Problem details
Every record below is to be retyped exactly, with any pictures left out.

Source information
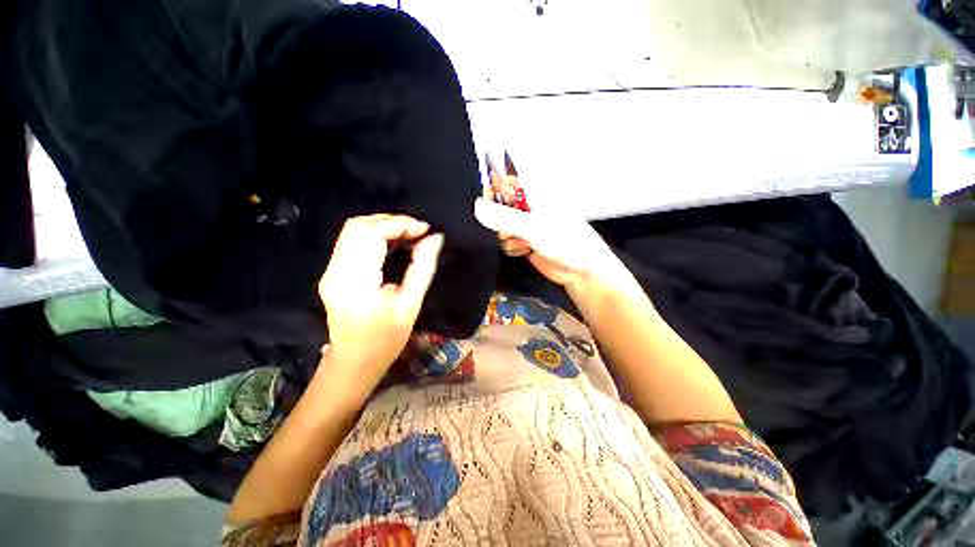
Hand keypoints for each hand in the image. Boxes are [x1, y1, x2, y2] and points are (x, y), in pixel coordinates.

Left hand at [318, 215, 443, 402]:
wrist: (353, 362)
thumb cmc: (386, 339)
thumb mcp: (410, 304)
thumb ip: (422, 268)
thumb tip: (435, 238)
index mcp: (355, 281)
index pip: (372, 234)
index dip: (400, 225)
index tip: (425, 229)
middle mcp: (336, 271)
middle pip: (358, 226)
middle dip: (391, 221)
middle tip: (417, 230)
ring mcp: (330, 271)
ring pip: (352, 230)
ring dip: (381, 226)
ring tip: (408, 234)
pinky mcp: (331, 273)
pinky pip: (351, 242)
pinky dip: (373, 236)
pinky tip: (393, 243)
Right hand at [475, 196, 631, 293]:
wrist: (579, 270)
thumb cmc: (564, 240)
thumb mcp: (533, 227)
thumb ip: (503, 218)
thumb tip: (476, 207)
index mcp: (533, 194)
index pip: (504, 183)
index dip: (492, 192)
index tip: (486, 205)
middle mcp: (527, 207)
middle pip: (498, 206)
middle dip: (500, 220)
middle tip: (510, 228)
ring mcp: (524, 225)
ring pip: (499, 226)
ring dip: (507, 237)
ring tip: (525, 242)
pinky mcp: (522, 241)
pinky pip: (504, 241)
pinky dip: (512, 247)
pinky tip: (525, 250)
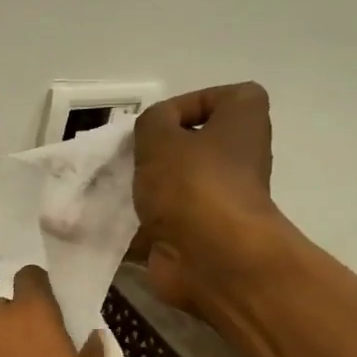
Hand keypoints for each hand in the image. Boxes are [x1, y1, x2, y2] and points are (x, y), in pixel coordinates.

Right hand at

Answer section
Hand keypoints for each hand in the image. Boxes are [x1, y1, x2, y2] and points are (x, y), in pixel coordinates.

Left hand at [318, 215, 443, 402]:
wrist: (353, 362)
thumb cmc: (386, 339)
thumb mcp: (410, 304)
thumb ip: (422, 268)
thumb tip: (435, 238)
index mcp: (355, 281)
index pip: (372, 234)
index dip: (400, 225)
index tip: (425, 229)
middle mcp: (336, 271)
middle pip: (358, 226)
middle dip: (391, 221)
middle tip: (417, 230)
ring mcp: (330, 271)
ring pip: (352, 230)
ring dip: (381, 226)
ring tip: (408, 234)
pinky mcp: (331, 273)
pinky pip: (351, 242)
pinky dip: (373, 236)
pinky tip: (393, 243)
Right hand at [475, 196, 631, 293]:
wrist: (579, 270)
thumb cmc: (564, 240)
thumb mcp: (533, 227)
thumb ip: (503, 218)
thumb tip: (476, 207)
index mcp: (533, 194)
index pip: (504, 183)
index dip: (492, 192)
index tip: (486, 205)
middle mcp: (527, 207)
middle pip: (498, 206)
middle dip: (500, 220)
middle tip: (510, 228)
ring mcp: (524, 225)
ring pip: (499, 226)
ring dip: (507, 237)
ring tip: (525, 242)
pinky mcp: (522, 241)
pinky pip: (504, 241)
pinky dip: (512, 247)
pinky tip: (525, 250)
Hand keypoints for each hand in the image. Boxes are [x1, y1, x2, y2] and points are (x, y), in pixel coordinates.

Right hand at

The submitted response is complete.